(Records contained in a dataset)
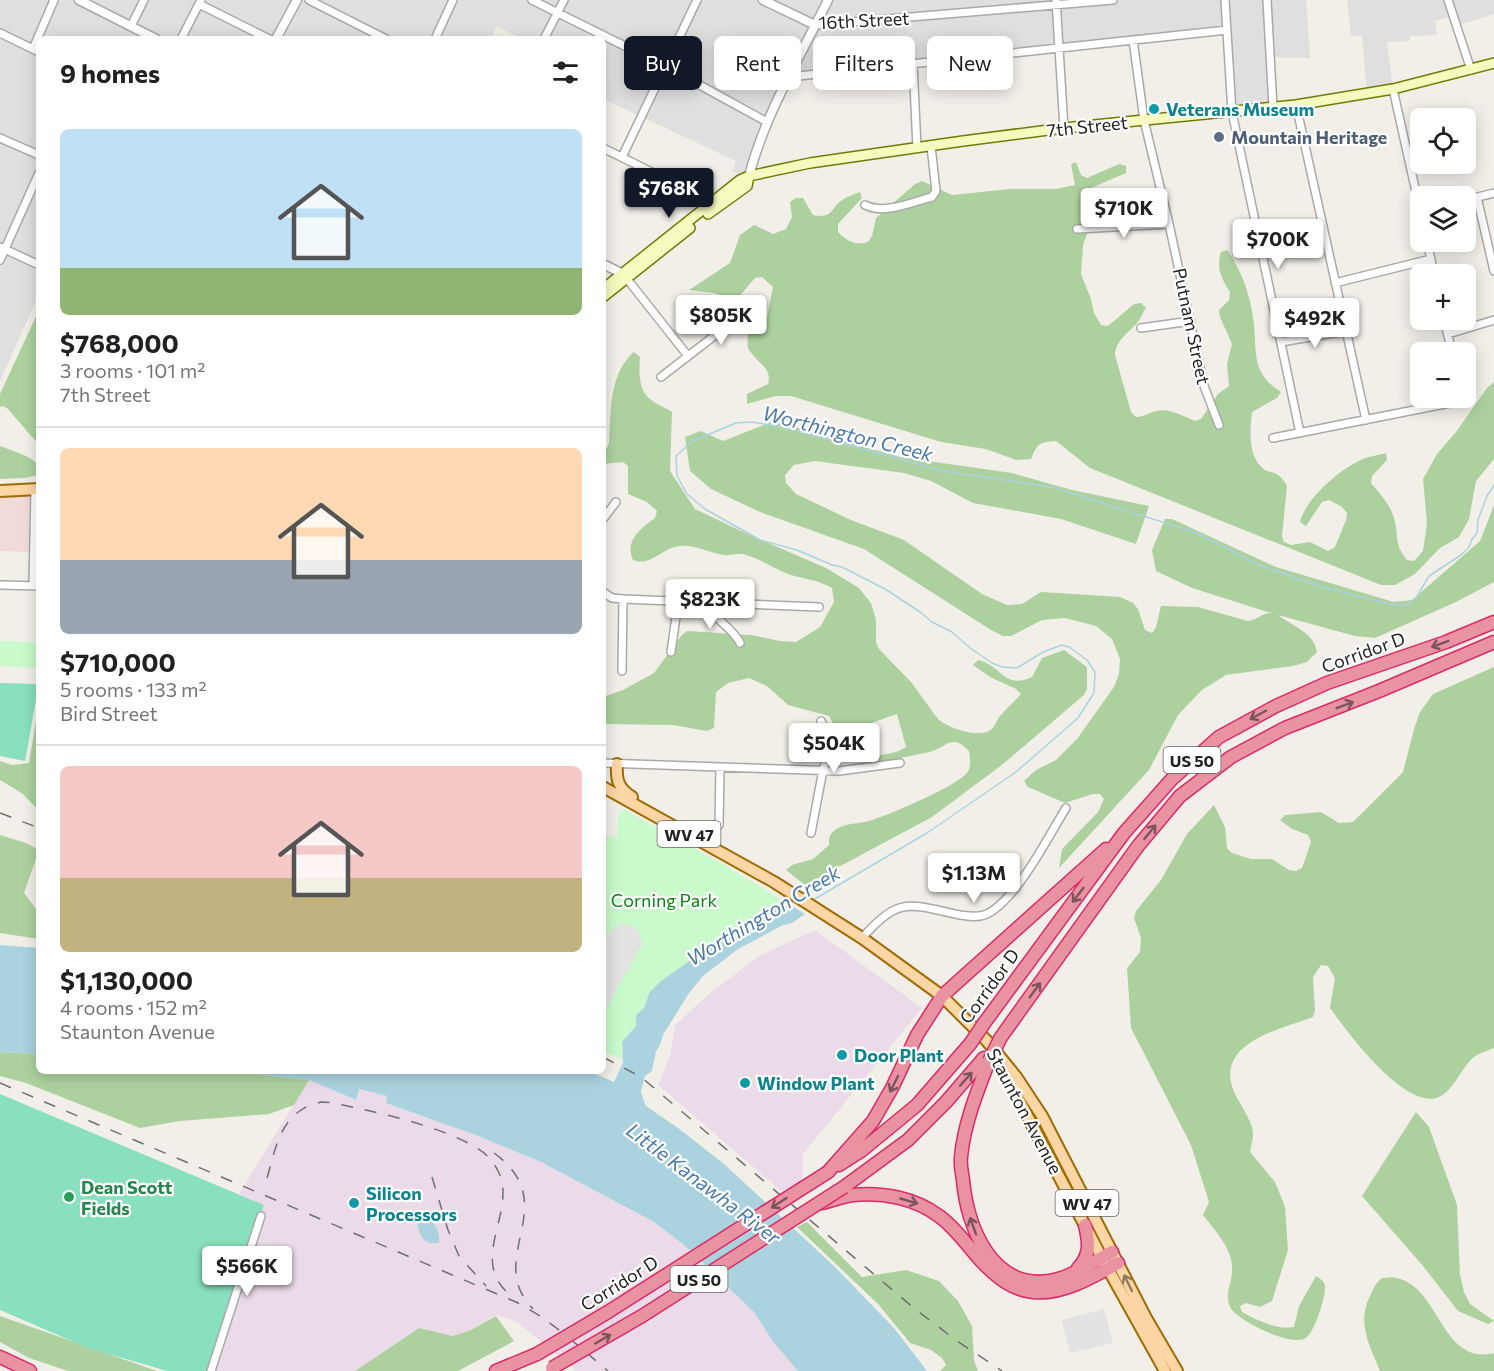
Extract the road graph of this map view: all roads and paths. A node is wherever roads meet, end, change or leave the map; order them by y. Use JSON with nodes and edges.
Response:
{"nodes":[{"id":1,"x":54,"y":0,"type":"edge"},
{"id":2,"x":79,"y":0,"type":"edge"},
{"id":3,"x":144,"y":0,"type":"edge"},
{"id":4,"x":297,"y":0,"type":"edge"},
{"id":5,"x":309,"y":0,"type":"edge"},
{"id":6,"x":453,"y":0,"type":"edge"},
{"id":7,"x":532,"y":0,"type":"edge"},
{"id":8,"x":564,"y":0,"type":"edge"},
{"id":9,"x":697,"y":0,"type":"edge"},
{"id":10,"x":763,"y":0,"type":"edge"},
{"id":11,"x":828,"y":0,"type":"edge"},
{"id":12,"x":1113,"y":0,"type":"edge"},
{"id":13,"x":1225,"y":0,"type":"edge"},
{"id":14,"x":1267,"y":0,"type":"edge"},
{"id":15,"x":1448,"y":0,"type":"edge"},
{"id":16,"x":200,"y":2,"type":"edge"},
{"id":17,"x":1056,"y":3,"type":"edge"},
{"id":18,"x":559,"y":13,"type":"junction"},
{"id":19,"x":131,"y":26,"type":"junction"},
{"id":20,"x":815,"y":26,"type":"junction"},
{"id":21,"x":1227,"y":30,"type":"junction"},
{"id":22,"x":1,"y":35,"type":"edge"},
{"id":23,"x":41,"y":36,"type":"edge"},
{"id":24,"x":150,"y":36,"type":"edge"},
{"id":25,"x":183,"y":36,"type":"edge"},
{"id":26,"x":263,"y":36,"type":"edge"},
{"id":27,"x":278,"y":36,"type":"edge"},
{"id":28,"x":380,"y":36,"type":"edge"},
{"id":29,"x":436,"y":36,"type":"edge"},
{"id":30,"x":546,"y":36,"type":"edge"},
{"id":31,"x":605,"y":36,"type":"edge"},
{"id":32,"x":606,"y":36,"type":"edge"},
{"id":33,"x":680,"y":36,"type":"edge"},
{"id":34,"x":1133,"y":40,"type":"junction"},
{"id":35,"x":624,"y":46,"type":"edge"},
{"id":36,"x":1058,"y":47,"type":"junction"},
{"id":37,"x":36,"y":50,"type":"edge"},
{"id":38,"x":801,"y":53,"type":"edge"},
{"id":39,"x":915,"y":63,"type":"edge"},
{"id":40,"x":1494,"y":63,"type":"edge"},
{"id":41,"x":1471,"y":70,"type":"junction"},
{"id":42,"x":702,"y":86,"type":"edge"},
{"id":43,"x":1393,"y":89,"type":"junction"},
{"id":44,"x":654,"y":90,"type":"edge"},
{"id":45,"x":783,"y":90,"type":"edge"},
{"id":46,"x":914,"y":90,"type":"edge"},
{"id":47,"x":1296,"y":105,"type":"junction"},
{"id":48,"x":1273,"y":107,"type":"junction"},
{"id":49,"x":1232,"y":112,"type":"junction"},
{"id":50,"x":1143,"y":120,"type":"junction"},
{"id":51,"x":767,"y":122,"type":"junction"},
{"id":52,"x":1064,"y":128,"type":"junction"},
{"id":53,"x":0,"y":138,"type":"edge"},
{"id":54,"x":931,"y":146,"type":"junction"},
{"id":55,"x":917,"y":148,"type":"junction"},
{"id":56,"x":606,"y":149,"type":"edge"},
{"id":57,"x":36,"y":154,"type":"edge"},
{"id":58,"x":622,"y":157,"type":"junction"},
{"id":59,"x":749,"y":176,"type":"junction"},
{"id":60,"x":36,"y":179,"type":"edge"},
{"id":61,"x":1415,"y":186,"type":"edge"},
{"id":62,"x":1494,"y":193,"type":"edge"},
{"id":63,"x":1477,"y":197,"type":"joint"},
{"id":64,"x":712,"y":202,"type":"junction"},
{"id":65,"x":865,"y":205,"type":"dead end"},
{"id":66,"x":1169,"y":224,"type":"junction"},
{"id":67,"x":1077,"y":229,"type":"dead end"},
{"id":68,"x":2,"y":248,"type":"edge"},
{"id":69,"x":1429,"y":252,"type":"edge"},
{"id":70,"x":1431,"y":259,"type":"junction"},
{"id":71,"x":0,"y":260,"type":"edge"},
{"id":72,"x":36,"y":264,"type":"edge"},
{"id":73,"x":1432,"y":264,"type":"edge"},
{"id":74,"x":606,"y":266,"type":"edge"},
{"id":75,"x":1494,"y":271,"type":"edge"},
{"id":76,"x":625,"y":277,"type":"junction"},
{"id":77,"x":1335,"y":283,"type":"junction"},
{"id":78,"x":606,"y":287,"type":"edge"},
{"id":79,"x":606,"y":294,"type":"edge"},
{"id":80,"x":740,"y":316,"type":"dead end"},
{"id":81,"x":1494,"y":320,"type":"edge"},
{"id":82,"x":1191,"y":321,"type":"junction"},
{"id":83,"x":1141,"y":328,"type":"dead end"},
{"id":84,"x":1447,"y":330,"type":"edge"},
{"id":85,"x":1346,"y":331,"type":"junction"},
{"id":86,"x":1448,"y":334,"type":"junction"},
{"id":87,"x":1281,"y":342,"type":"junction"},
{"id":88,"x":1450,"y":342,"type":"edge"},
{"id":89,"x":688,"y":356,"type":"junction"},
{"id":90,"x":661,"y":377,"type":"dead end"},
{"id":91,"x":1423,"y":408,"type":"edge"},
{"id":92,"x":1366,"y":420,"type":"junction"},
{"id":93,"x":1219,"y":425,"type":"dead end"},
{"id":94,"x":1300,"y":433,"type":"junction"},
{"id":95,"x":1273,"y":438,"type":"dead end"},
{"id":96,"x":36,"y":489,"type":"edge"},
{"id":97,"x":0,"y":490,"type":"edge"},
{"id":98,"x":616,"y":502,"type":"dead end"},
{"id":99,"x":606,"y":515,"type":"edge"},
{"id":100,"x":0,"y":585,"type":"edge"},
{"id":101,"x":36,"y":586,"type":"edge"},
{"id":102,"x":606,"y":594,"type":"edge"},
{"id":103,"x":623,"y":599,"type":"junction"},
{"id":104,"x":676,"y":601,"type":"junction"},
{"id":105,"x":706,"y":603,"type":"junction"},
{"id":106,"x":819,"y":608,"type":"dead end"},
{"id":107,"x":1494,"y":622,"type":"edge"},
{"id":108,"x":1494,"y":642,"type":"edge"},
{"id":109,"x":740,"y":643,"type":"dead end"},
{"id":110,"x":671,"y":652,"type":"dead end"},
{"id":111,"x":622,"y":671,"type":"dead end"},
{"id":112,"x":821,"y":722,"type":"dead end"},
{"id":113,"x":606,"y":763,"type":"edge"},
{"id":114,"x":617,"y":764,"type":"junction"},
{"id":115,"x":900,"y":764,"type":"dead end"},
{"id":116,"x":720,"y":767,"type":"junction"},
{"id":117,"x":823,"y":771,"type":"junction"},
{"id":118,"x":616,"y":776,"type":"junction"},
{"id":119,"x":606,"y":787,"type":"edge"},
{"id":120,"x":606,"y":789,"type":"edge"},
{"id":121,"x":1066,"y":808,"type":"dead end"},
{"id":122,"x":719,"y":825,"type":"dead end"},
{"id":123,"x":674,"y":826,"type":"junction"},
{"id":124,"x":811,"y":833,"type":"dead end"},
{"id":125,"x":1124,"y":833,"type":"junction"},
{"id":126,"x":862,"y":938,"type":"junction"},
{"id":127,"x":942,"y":996,"type":"junction"},
{"id":128,"x":987,"y":1041,"type":"junction"},
{"id":129,"x":987,"y":1060,"type":"junction"},
{"id":130,"x":828,"y":1172,"type":"junction"},
{"id":131,"x":848,"y":1191,"type":"junction"},
{"id":132,"x":261,"y":1216,"type":"dead end"},
{"id":133,"x":1084,"y":1225,"type":"junction"},
{"id":134,"x":1110,"y":1261,"type":"junction"},
{"id":135,"x":1067,"y":1275,"type":"junction"},
{"id":136,"x":0,"y":1357,"type":"edge"},
{"id":137,"x":549,"y":1370,"type":"edge"},
{"id":138,"x":30,"y":1371,"type":"edge"},
{"id":139,"x":211,"y":1371,"type":"edge"},
{"id":140,"x":496,"y":1371,"type":"edge"},
{"id":141,"x":1165,"y":1371,"type":"edge"},
{"id":142,"x":1177,"y":1371,"type":"edge"}],
"edges":[{"from":1,"to":23,"type":"street"},
{"from":2,"to":19,"type":"street"},
{"from":3,"to":19,"type":"street"},
{"from":4,"to":27,"type":"street"},
{"from":5,"to":28,"type":"street"},
{"from":6,"to":29,"type":"street"},
{"from":7,"to":18,"type":"street"},
{"from":8,"to":18,"type":"street"},
{"from":9,"to":33,"type":"street"},
{"from":10,"to":20,"type":"street","name":"16th Street"},
{"from":11,"to":20,"type":"street"},
{"from":12,"to":17,"type":"street","name":"16th Street"},
{"from":13,"to":21,"type":"street"},
{"from":14,"to":48,"type":"street"},
{"from":15,"to":41,"type":"street"},
{"from":16,"to":25,"type":"street"},
{"from":16,"to":26,"type":"street"},
{"from":17,"to":20,"type":"street","name":"16th Street"},
{"from":17,"to":36,"type":"street"},
{"from":18,"to":30,"type":"street"},
{"from":18,"to":31,"type":"street"},
{"from":19,"to":24,"type":"street"},
{"from":20,"to":38,"type":"street"},
{"from":21,"to":34,"type":"street"},
{"from":21,"to":49,"type":"street"},
{"from":22,"to":37,"type":"street"},
{"from":32,"to":35,"type":"street"},
{"from":34,"to":36,"type":"street"},
{"from":34,"to":50,"type":"street","name":"Putnam Street"},
{"from":36,"to":39,"type":"street"},
{"from":36,"to":52,"type":"street"},
{"from":40,"to":41,"type":"main road","name":"7th Street"},
{"from":41,"to":43,"type":"main road","name":"7th Street"},
{"from":42,"to":51,"type":"street"},
{"from":43,"to":47,"type":"main road","name":"7th Street"},
{"from":43,"to":61,"type":"street"},
{"from":44,"to":58,"type":"street"},
{"from":45,"to":51,"type":"street"},
{"from":46,"to":55,"type":"street"},
{"from":47,"to":48,"type":"main road","name":"7th Street"},
{"from":47,"to":77,"type":"street"},
{"from":48,"to":49,"type":"main road","name":"7th Street"},
{"from":49,"to":50,"type":"main road","name":"7th Street"},
{"from":49,"to":87,"type":"street"},
{"from":50,"to":52,"type":"main road","name":"7th Street"},
{"from":50,"to":66,"type":"street","name":"Putnam Street"},
{"from":51,"to":59,"type":"street"},
{"from":52,"to":54,"type":"main road","name":"7th Street"},
{"from":53,"to":57,"type":"street"},
{"from":54,"to":55,"type":"main road","name":"7th Street"},
{"from":54,"to":65,"type":"street"},
{"from":55,"to":59,"type":"main road","name":"7th Street"},
{"from":56,"to":58,"type":"street"},
{"from":58,"to":64,"type":"street"},
{"from":59,"to":64,"type":"main road","name":"7th Street"},
{"from":59,"to":76,"type":"main road","name":"7th Street"},
{"from":60,"to":68,"type":"street"},
{"from":62,"to":63,"type":"street"},
{"from":63,"to":75,"type":"street"},
{"from":64,"to":76,"type":"main road","name":"7th Street"},
{"from":66,"to":67,"type":"street"},
{"from":66,"to":82,"type":"street","name":"Putnam Street"},
{"from":68,"to":71,"type":"street"},
{"from":68,"to":72,"type":"street"},
{"from":69,"to":70,"type":"street"},
{"from":70,"to":73,"type":"street"},
{"from":70,"to":77,"type":"street"},
{"from":74,"to":76,"type":"street"},
{"from":76,"to":78,"type":"main road","name":"7th Street"},
{"from":76,"to":79,"type":"main road","name":"7th Street"},
{"from":76,"to":89,"type":"street"},
{"from":77,"to":85,"type":"street"},
{"from":80,"to":89,"type":"street"},
{"from":81,"to":86,"type":"street"},
{"from":82,"to":83,"type":"street"},
{"from":82,"to":93,"type":"street","name":"Putnam Street"},
{"from":84,"to":86,"type":"street"},
{"from":85,"to":87,"type":"street"},
{"from":85,"to":92,"type":"street"},
{"from":86,"to":88,"type":"street"},
{"from":87,"to":94,"type":"street"},
{"from":89,"to":90,"type":"street"},
{"from":91,"to":92,"type":"street"},
{"from":92,"to":94,"type":"street"},
{"from":94,"to":95,"type":"street"},
{"from":96,"to":97,"type":"main road"},
{"from":98,"to":99,"type":"street"},
{"from":100,"to":101,"type":"street"},
{"from":102,"to":103,"type":"street"},
{"from":103,"to":104,"type":"street"},
{"from":103,"to":111,"type":"street"},
{"from":104,"to":105,"type":"street"},
{"from":104,"to":110,"type":"street"},
{"from":105,"to":106,"type":"street"},
{"from":105,"to":109,"type":"street"},
{"from":107,"to":125,"type":"highway","name":"Corridor D","number":"US 50","one_way":true},
{"from":129,"to":108,"type":"highway","number":"US 50","one_way":true,"bridge":true},
{"from":112,"to":117,"type":"street"},
{"from":113,"to":114,"type":"street"},
{"from":114,"to":116,"type":"street"},
{"from":114,"to":118,"type":"main road"},
{"from":115,"to":117,"type":"street"},
{"from":116,"to":117,"type":"street"},
{"from":116,"to":122,"type":"street"},
{"from":117,"to":124,"type":"street"},
{"from":118,"to":119,"type":"main road"},
{"from":118,"to":123,"type":"main road"},
{"from":120,"to":123,"type":"main road","name":"Staunton Avenue","number":"WV 47"},
{"from":121,"to":126,"type":"street"},
{"from":123,"to":126,"type":"main road","name":"Staunton Avenue","number":"WV 47"},
{"from":125,"to":127,"type":"highway"},
{"from":125,"to":130,"type":"highway","name":"Corridor D","number":"US 50","one_way":true,"bridge":true},
{"from":126,"to":127,"type":"main road","name":"Staunton Avenue","number":"WV 47"},
{"from":127,"to":128,"type":"main road","name":"Staunton Avenue","number":"WV 47"},
{"from":127,"to":130,"type":"highway","one_way":true},
{"from":128,"to":133,"type":"main road","name":"Staunton Avenue","number":"WV 47"},
{"from":128,"to":134,"type":"main road","name":"Staunton Avenue","number":"WV 47"},
{"from":131,"to":129,"type":"highway","number":"US 50","one_way":true},
{"from":135,"to":129,"type":"highway","one_way":true},
{"from":130,"to":140,"type":"highway","name":"Corridor D","number":"US 50","one_way":true,"bridge":true},
{"from":131,"to":134,"type":"highway","one_way":true},
{"from":137,"to":131,"type":"highway","number":"US 50","one_way":true,"bridge":true},
{"from":132,"to":139,"type":"street"},
{"from":133,"to":134,"type":"main road","name":"Staunton Avenue","number":"WV 47"},
{"from":133,"to":135,"type":"highway"},
{"from":134,"to":135,"type":"highway"},
{"from":134,"to":141,"type":"main road","name":"Staunton Avenue","number":"WV 47"},
{"from":142,"to":134,"type":"main road","name":"Staunton Avenue","number":"WV 47","one_way":true},
{"from":136,"to":138,"type":"highway"}]}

Action item:
Write down how many lines in the data contain "Staunton". Add nothing else.

Written reply:
9